友の会読書サークルBooks

本の紹介「ウイルスの進化史を考える」

「ウイルスの進化史を考える」武村政春著、技術評論社、2022年3月、ISBN978-4-2971-2773-2、2200円+税


【注意】本の紹介は、それぞれの紹介者が自らの判断によって行なっています。他の人からの意見を取り入れて、変更をする場合もありますが、あくまでも紹介文は紹介者個人の著作物であり、サークル全体や友の会、あるいは博物館の意見ではないことをお断りしておきます。
 もし紹介文についてご意見などありましたら、運営責任者の一人である和田(wadat@omnh.jp)までご連絡下さい。
[トップページ][本の紹介][会合の記録]

【和田岳 20220826】【公開用】
●「ウイルスの進化史を考える」武村政春著、技術評論社

 ウイルス研究者(といってもDNAウイルスの)が、ウイルスの構造、分類から始まって、現時点での知見に基づいてウイルスの進化を考えた本。生物学的スタンスでの、研究対象としてのウイルスの面白さを扱っていて、ウイルス感染症、ワクチン、副反応などへの理解が深める本ではないが、コロナ禍での基礎知識として知っていて損はないかも。
 第1章は基礎知識。ウイルスの構造と生活環、大雑把な分類。そして、ウイルスが最初にどうやって出現したかについての4つの仮説。第2章はRNAウイルス、第3章はDNAウイルス、第4章はレトロウイルス。そして第5章は、ウイルスの進化の話。著者が専門とする巨大ウイルスの研究は、生物細胞の起源にもつながる可能性があって、興味深い。
 親しみやすくするためなんだろうけど、随所に口語体が混じり、しばしば関西弁。ちょっとイラッとする。

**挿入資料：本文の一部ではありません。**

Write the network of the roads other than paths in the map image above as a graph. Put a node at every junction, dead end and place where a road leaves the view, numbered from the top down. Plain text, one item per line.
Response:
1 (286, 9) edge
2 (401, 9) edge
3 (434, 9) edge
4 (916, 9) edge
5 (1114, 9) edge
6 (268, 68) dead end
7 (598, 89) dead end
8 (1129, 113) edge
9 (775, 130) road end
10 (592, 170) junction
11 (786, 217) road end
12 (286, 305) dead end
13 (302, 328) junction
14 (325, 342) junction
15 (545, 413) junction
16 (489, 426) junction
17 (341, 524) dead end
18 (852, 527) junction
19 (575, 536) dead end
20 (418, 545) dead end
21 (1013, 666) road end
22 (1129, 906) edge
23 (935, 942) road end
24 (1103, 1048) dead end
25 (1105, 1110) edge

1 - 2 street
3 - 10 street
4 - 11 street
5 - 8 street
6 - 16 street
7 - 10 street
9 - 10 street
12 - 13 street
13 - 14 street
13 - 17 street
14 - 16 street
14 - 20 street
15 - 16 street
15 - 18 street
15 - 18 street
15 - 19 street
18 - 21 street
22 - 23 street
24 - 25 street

 お薦め度:★★★  対象:ウイルスってどんなもんなのか知りたい人
【萩野哲 20220804】
●「ウイルスの進化史を考える」武村政春著、技術評論社

 ウイルスは生物なのか生物ではないのか?それは人間が設定した定義によるだろう。いずれにしても、本体物質がDNAかRNA というゲノムを持っている点で「生命体」とみなせる。ウイルスの起源については、@ある種の細胞が細胞に感染・増殖するための必要最低限のものしか持たないミニマリストになり果てたもの、Aある種の細胞内に存在していた DNAかRNAだったものが偶然細胞外に飛び出し、再び古巣に戻って複製を行うようになったもの、B細胞が存在しなかった時代から存在したもの、C「ウイルス・ファースト仮説」 =地球上に最初に現れたのがウイルスで、生物はウイルスの祖先から生まれたとするもの、の4仮説があることを紹介し、更に、現存するRNAウイルス、DNA ウイルス、レトロウイルスの進化を丁寧かつ乱暴に妄想するという趣向の本。いろんなウイルスについてどんなヤツか知ることができる。というところで紹介文の紙面が尽きた。